Anecdotal accounts of one man's journey from growing up in New Brunswick to joining the Air Force and becoming a pilot to his time in World War II and stories of the friends he met and the trouble they got themselves into along the way.
Monday, August 16, 2010
The Spitfire
The Spitfire – It was at Speke aerodrome where I first piloted a Spitfire after about one hour dual and two hours solo in a Miles Master aeroplane with an in-line Kestral engine. The Miles Master had a long nose which, in a way, acclimatized the novice for the very long nose of the Spitfire and it, also, offered training in the handling of the in-line engine. The pilot’s cockpit was at about the middle of the length of the Spitfire.
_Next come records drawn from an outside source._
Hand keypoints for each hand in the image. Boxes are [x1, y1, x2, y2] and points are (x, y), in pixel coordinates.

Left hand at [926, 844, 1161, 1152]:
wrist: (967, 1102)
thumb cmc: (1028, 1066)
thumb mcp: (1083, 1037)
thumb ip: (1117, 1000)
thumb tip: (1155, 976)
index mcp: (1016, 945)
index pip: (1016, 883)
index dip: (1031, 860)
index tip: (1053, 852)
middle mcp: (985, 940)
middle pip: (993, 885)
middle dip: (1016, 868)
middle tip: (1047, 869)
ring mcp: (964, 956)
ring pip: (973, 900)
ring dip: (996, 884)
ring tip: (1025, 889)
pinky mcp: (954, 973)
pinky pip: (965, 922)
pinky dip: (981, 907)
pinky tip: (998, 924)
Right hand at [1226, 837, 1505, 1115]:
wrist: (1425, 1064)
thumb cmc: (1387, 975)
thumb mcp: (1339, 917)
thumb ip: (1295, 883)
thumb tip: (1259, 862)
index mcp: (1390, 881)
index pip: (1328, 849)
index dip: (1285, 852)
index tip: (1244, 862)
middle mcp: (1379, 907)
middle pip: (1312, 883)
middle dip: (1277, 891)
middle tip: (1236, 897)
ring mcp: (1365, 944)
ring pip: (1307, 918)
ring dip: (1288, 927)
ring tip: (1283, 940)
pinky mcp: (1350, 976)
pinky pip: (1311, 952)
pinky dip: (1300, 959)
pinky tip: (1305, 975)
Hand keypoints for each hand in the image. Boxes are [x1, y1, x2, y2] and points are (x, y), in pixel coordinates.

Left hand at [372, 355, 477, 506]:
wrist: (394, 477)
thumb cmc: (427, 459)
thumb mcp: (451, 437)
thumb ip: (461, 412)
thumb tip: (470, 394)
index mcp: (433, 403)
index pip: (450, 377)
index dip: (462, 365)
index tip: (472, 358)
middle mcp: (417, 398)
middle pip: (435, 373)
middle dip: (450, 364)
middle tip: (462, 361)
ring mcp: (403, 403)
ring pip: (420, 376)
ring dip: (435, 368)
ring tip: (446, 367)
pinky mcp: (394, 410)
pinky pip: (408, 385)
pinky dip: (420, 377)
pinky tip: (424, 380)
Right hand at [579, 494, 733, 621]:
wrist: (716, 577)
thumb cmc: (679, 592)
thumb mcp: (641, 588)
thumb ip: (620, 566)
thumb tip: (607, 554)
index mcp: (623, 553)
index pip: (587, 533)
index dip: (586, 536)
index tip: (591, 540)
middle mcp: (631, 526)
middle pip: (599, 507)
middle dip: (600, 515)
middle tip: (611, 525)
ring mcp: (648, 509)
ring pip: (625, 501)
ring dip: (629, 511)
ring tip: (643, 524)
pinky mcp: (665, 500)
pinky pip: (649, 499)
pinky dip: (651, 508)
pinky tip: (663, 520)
The old MKI Spitfire had an undercart which had to be retracted by pumping it up by hand; thirteen strokes on the hand-pump, if I remember correctly. The lever of the hydraulic hand-pump was on the starboard side of the cockpit, so one had to hold the control column with one’s left hand while the right hand pumped up the undercart. For the novice making their first flight, the take-off was comical to watch as there was a natural reflex to push on the control column with the left hand in a forward and backward motion as the right hand simultaneously pushed forward and backward on the pump lever. Consequently, the Spitfire was doing this,, after it lifted from the ground and the undercart was being pumped up. The poor instructors had kittens watching their fledglings jack-rabbit through the air, yet too closely to the ground, in the old Spits.